🤖 AI Summary
Existing empathetic dialogue datasets rely heavily on costly, labor-intensive crowd-sourcing, creating severe data scarcity and annotation bottlenecks for large-scale LLM empathetic fine-tuning. To address this, we propose the first fully LLM-driven, closed-loop framework for empathetic data synthesis, producing SYNTHEMPATHY—a large-scale, open-source corpus of 105K high-quality empathetic responses grounded in authentic life scenarios. Our method integrates Mistral-7B instruction tuning, multi-stage empathetic prompting, intent alignment, and response quality filtering—entirely eliminating human annotation. Experiments demonstrate that models fine-tuned on SYNTHEMPATHY achieve statistically significant improvements in standard empathetic evaluation benchmarks, confirming both the efficacy and generalizability of the synthesized data. This work establishes a scalable, low-cost, high-fidelity data foundation for empathetic dialogue modeling.
📝 Abstract
Previous research has shown that humans are more receptive towards language models that that exhibit empathetic behavior.
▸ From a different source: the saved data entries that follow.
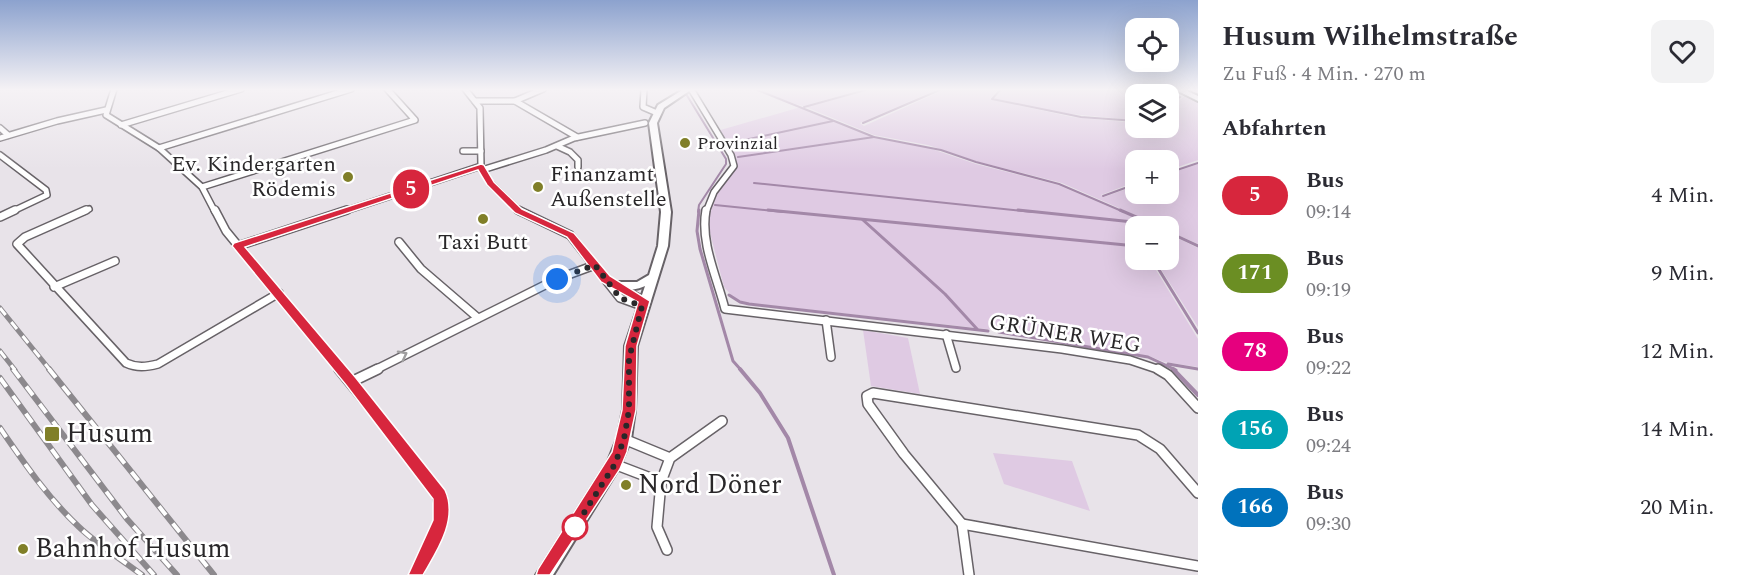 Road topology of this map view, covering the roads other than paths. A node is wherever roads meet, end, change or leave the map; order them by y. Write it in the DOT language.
graph roads {
  1 [pos="80,116"];
  2 [pos="106,116"];
  3 [pos="151,116"];
  4 [pos="262,116"];
  5 [pos="411,116"];
  6 [pos="480,116"];
  7 [pos="541,116"];
  8 [pos="656,116"];
  9 [pos="704,116"];
  10 [pos="645,123"];
  11 [pos="121,125"];
  12 [pos="0,128"];
  13 [pos="8,135"];
  14 [pos="577,137"];
  15 [pos="0,138"];
  16 [pos="557,146"];
  17 [pos="159,148"];
  18 [pos="463,151"];
  19 [pos="481,151"];
  20 [pos="0,155"];
  21 [pos="578,167"];
  22 [pos="481,168"];
  23 [pos="202,187"];
  24 [pos="89,209"];
  25 [pos="0,217"];
  26 [pos="399,242"];
  27 [pos="238,246"];
  28 [pos="116,261"];
  29 [pos="595,265"];
  30 [pos="653,277"];
  31 [pos="606,279"];
  32 [pos="619,286"];
  33 [pos="54,287"];
  34 [pos="279,293"];
  35 [pos="643,304"];
  36 [pos="478,318"];
  37 [pos="826,320"];
  38 [pos="946,334"];
  39 [pos="831,357"];
  40 [pos="956,368"];
  41 [pos="351,382"];
  42 [pos="1198,408"];
  43 [pos="722,422"];
  44 [pos="624,439"];
  45 [pos="670,458"];
  46 [pos="615,464"];
  47 [pos="661,482"];
  48 [pos="1198,493"];
  49 [pos="962,524"];
  50 [pos="667,550"];
  51 [pos="1198,566"];
  52 [pos="417,575"];
  53 [pos="544,575"];
  54 [pos="969,575"];
  1 -- 13 [label="street"];
  2 -- 11 [label="street"];
  3 -- 11 [label="street"];
  4 -- 17 [label="street"];
  5 -- 23 [label="street"];
  6 -- 19 [label="street"];
  7 -- 14 [label="street"];
  8 -- 30 [label="street"];
  9 -- 37 [label="street, GRÜNER WEG"];
  10 -- 14 [label="street"];
  11 -- 17 [label="street"];
  12 -- 13 [label="street"];
  13 -- 15 [label="street"];
  14 -- 16 [label="street"];
  16 -- 21 [label="street"];
  16 -- 22 [label="street"];
  17 -- 23 [label="street"];
  18 -- 19 [label="street"];
  19 -- 22 [label="street"];
  20 -- 25 [label="street"];
  22 -- 27 [label="street"];
  22 -- 29 [label="street"];
  23 -- 27 [label="street"];
  24 -- 33 [label="street"];
  26 -- 36 [label="street"];
  27 -- 34 [label="street"];
  28 -- 33 [label="street"];
  29 -- 31 [label="street"];
  29 -- 36 [label="street"];
  30 -- 32 [label="street"];
  30 -- 35 [label="street"];
  31 -- 32 [label="street"];
  31 -- 35 [label="street"];
  32 -- 35 [label="street"];
  33 -- 34 [label="street"];
  34 -- 41 [label="street"];
  35 -- 44 [label="street"];
  41 -- 36 [label="street, one-way"];
  37 -- 38 [label="street, GRÜNER WEG"];
  37 -- 39 [label="street"];
  38 -- 40 [label="street"];
  38 -- 42 [label="street, GRÜNER WEG"];
  41 -- 52 [label="street"];
  43 -- 45 [label="street"];
  44 -- 45 [label="street"];
  44 -- 46 [label="street"];
  45 -- 47 [label="street"];
  46 -- 47 [label="street"];
  46 -- 53 [label="street"];
  47 -- 50 [label="street"];
  48 -- 49 [label="street"];
  49 -- 51 [label="street"];
  49 -- 54 [label="street"];
} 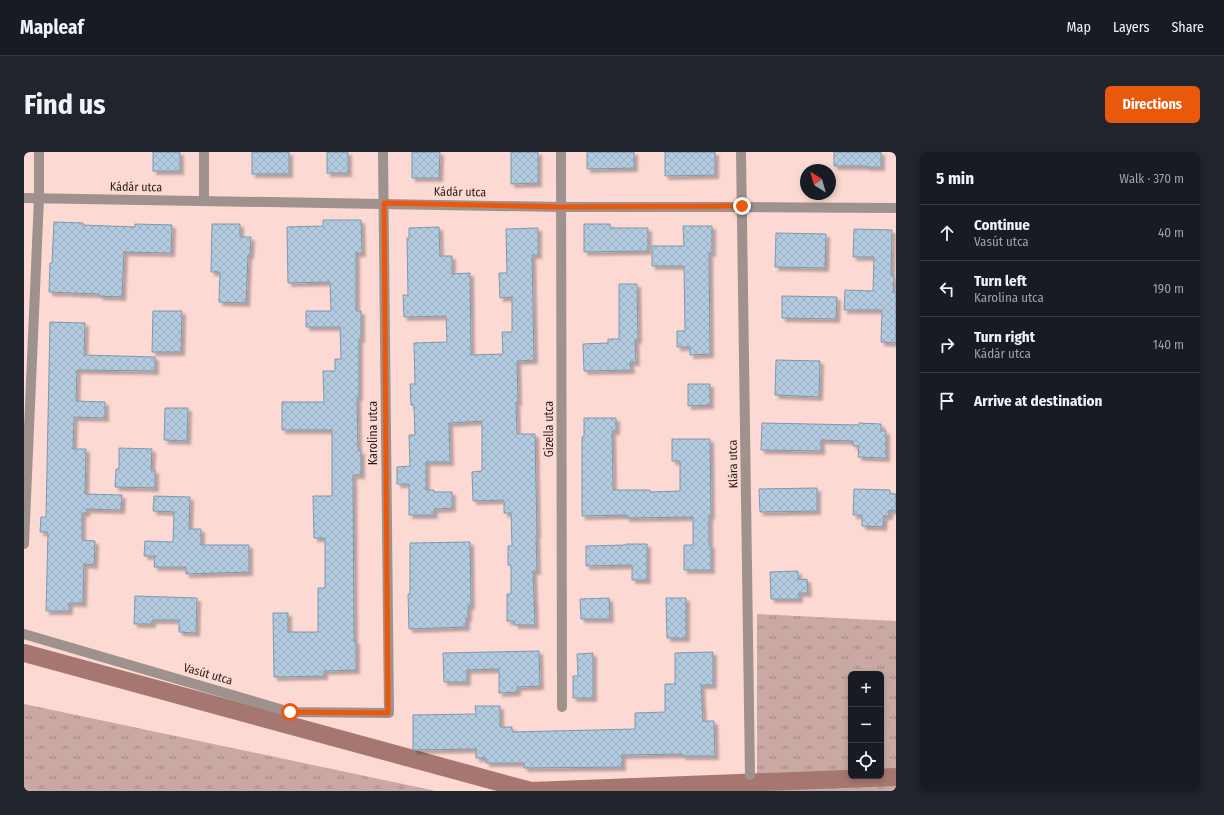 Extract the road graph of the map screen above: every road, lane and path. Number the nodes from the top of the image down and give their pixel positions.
1 (39, 152) edge
2 (204, 152) edge
3 (383, 152) edge
4 (561, 152) edge
5 (741, 152) edge
6 (24, 198) edge
7 (40, 198) junction
8 (204, 200) junction
9 (384, 203) junction
10 (742, 206) junction
11 (561, 207) junction
12 (896, 208) edge
13 (24, 544) edge
14 (24, 634) edge
15 (562, 707) dead end
16 (388, 713) joint
17 (750, 775) dead end

1 - 7 street
2 - 8 street
3 - 9 street, Karolina utca
4 - 11 street, Gizella utca
5 - 10 street, Klára utca
6 - 7 street, Kádár utca
7 - 8 street, Kádár utca
7 - 13 street
8 - 9 street, Kádár utca
9 - 11 street, Kádár utca
9 - 16 street, Karolina utca
10 - 11 street, Kádár utca
10 - 12 street, Kádár utca
10 - 17 street, Klára utca
11 - 15 street, Gizella utca
14 - 16 street, Vasút utca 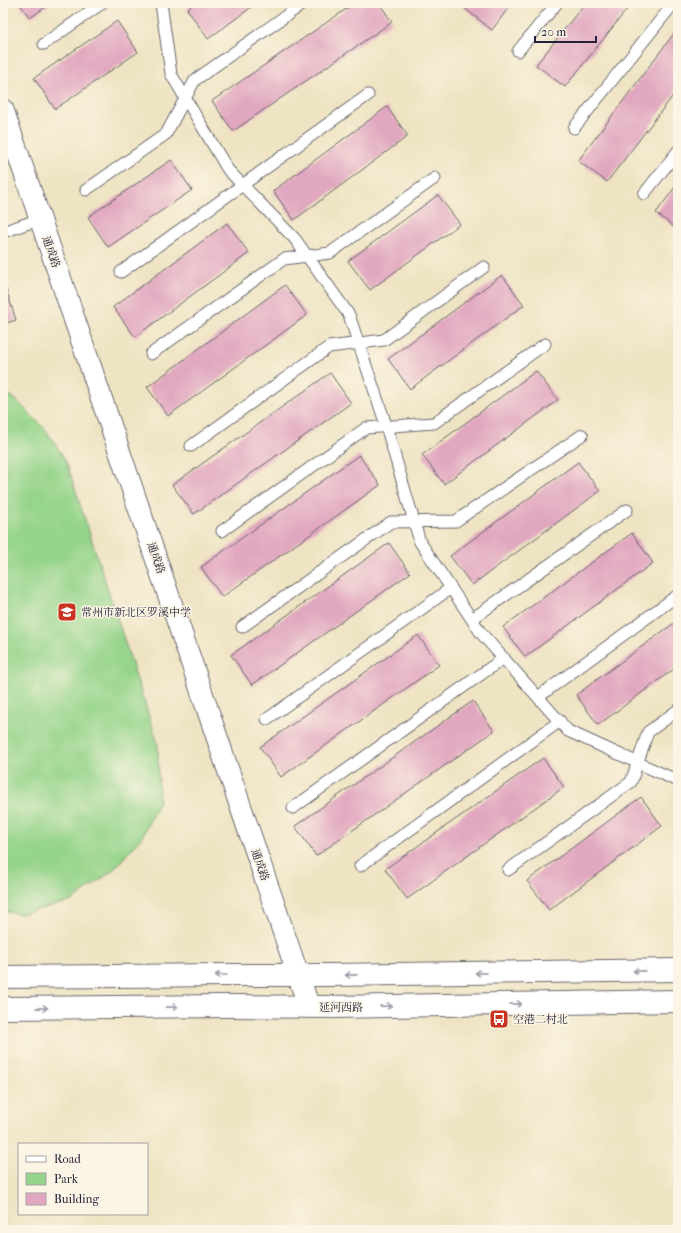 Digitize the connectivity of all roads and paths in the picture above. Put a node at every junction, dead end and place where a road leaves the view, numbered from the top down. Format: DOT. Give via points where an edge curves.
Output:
graph roads {
  1 [pos="102,3"];
  2 [pos="161,3"];
  3 [pos="304,3"];
  4 [pos="556,3"];
  5 [pos="674,3"];
  6 [pos="44,44"];
  7 [pos="518,51"];
  8 [pos="368,95"];
  9 [pos="185,98"];
  10 [pos="3,110"];
  11 [pos="574,128"];
  12 [pos="678,151"];
  13 [pos="434,178"];
  14 [pos="243,185"];
  15 [pos="86,190"];
  16 [pos="644,194"];
  17 [pos="40,219"];
  18 [pos="3,232"];
  19 [pos="306,256"];
  20 [pos="484,267"];
  21 [pos="121,272"];
  22 [pos="358,343"];
  23 [pos="545,344"];
  24 [pos="151,354"];
  25 [pos="386,426"];
  26 [pos="582,435"];
  27 [pos="191,446"];
  28 [pos="627,510"];
  29 [pos="414,522"];
  30 [pos="222,531"];
  31 [pos="451,588"];
  32 [pos="678,595"];
  33 [pos="472,619"];
  34 [pos="242,627"];
  35 [pos="504,658"];
  36 [pos="538,697"];
  37 [pos="678,710"];
  38 [pos="267,719"];
  39 [pos="560,721"];
  40 [pos="638,762"];
  41 [pos="678,780"];
  42 [pos="293,808"];
  43 [pos="360,866"];
  44 [pos="508,870"];
  45 [pos="678,970"];
  46 [pos="298,975"];
  47 [pos="3,977"];
  48 [pos="678,1001"];
  49 [pos="309,1007"];
  50 [pos="3,1008"];
  1 -- 6 [label="lane"];
  2 -- 9 [label="lane" via="171,74"];
  3 -- 9 [label="lane" via="195,80"];
  4 -- 7 [label="lane"];
  5 -- 11 [label="lane"];
  8 -- 14 [label="lane"];
  9 -- 14 [label="lane" via="228,170"];
  9 -- 15 [label="lane" via="166,134"];
  10 -- 17 [label="street, 通成路"];
  12 -- 16 [label="lane"];
  13 -- 19 [label="lane" via="330,253"];
  14 -- 19 [label="lane" via="295,239"];
  14 -- 21 [label="lane"];
  17 -- 18 [label="lane"];
  17 -- 46 [label="street, 通成路"];
  19 -- 22 [label="lane" via="349,315"];
  19 -- 24 [label="lane" via="284,259"];
  20 -- 22 [label="lane" via="384,340"];
  22 -- 25 [label="lane"];
  22 -- 27 [label="lane" via="329,347"];
  23 -- 25 [label="lane" via="434,423"];
  25 -- 29 [label="lane"];
  25 -- 30 [label="lane" via="366,428"];
  26 -- 29 [label="lane" via="456,521"];
  28 -- 33 [label="lane"];
  29 -- 31 [label="lane" via="420,542"];
  29 -- 34 [label="lane" via="391,522"];
  31 -- 33 [label="lane"];
  31 -- 38 [label="lane"];
  32 -- 36 [label="lane"];
  33 -- 35 [label="lane"];
  35 -- 36 [label="lane"];
  35 -- 42 [label="lane"];
  36 -- 39 [label="lane"];
  37 -- 40 [label="lane" via="648,732"];
  39 -- 40 [label="lane" via="568,731"];
  39 -- 43 [label="lane"];
  40 -- 41 [label="lane"];
  40 -- 44 [label="lane" via="631,782"];
  45 -- 46 [label="street, one-way"];
  46 -- 47 [label="street, one-way"];
  46 -- 49 [label="street, 通成路"];
  49 -- 48 [label="street, 延河西路, one-way"];
  50 -- 49 [label="street, 延河西路, one-way"];
}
While empathy is essential for developing helpful dialogue agents, very few large corpora containing empathetic dialogues are available for fine-tune LLMs. The few existing corpora have largely relied on crowdsourcing to simulate empathetic conversations, a process that is expensive, time-consuming, and not scalable to larger datasets. We propose a data generation framework for developing SYNTHEMPATHY, a large corpus containing 105k empathetic responses to real-life situations compiled through LLM generation. A base Mistral 7B model fine-tuned on our SYNTHEMPATHY corpus exhibits an increase in the average empathy score.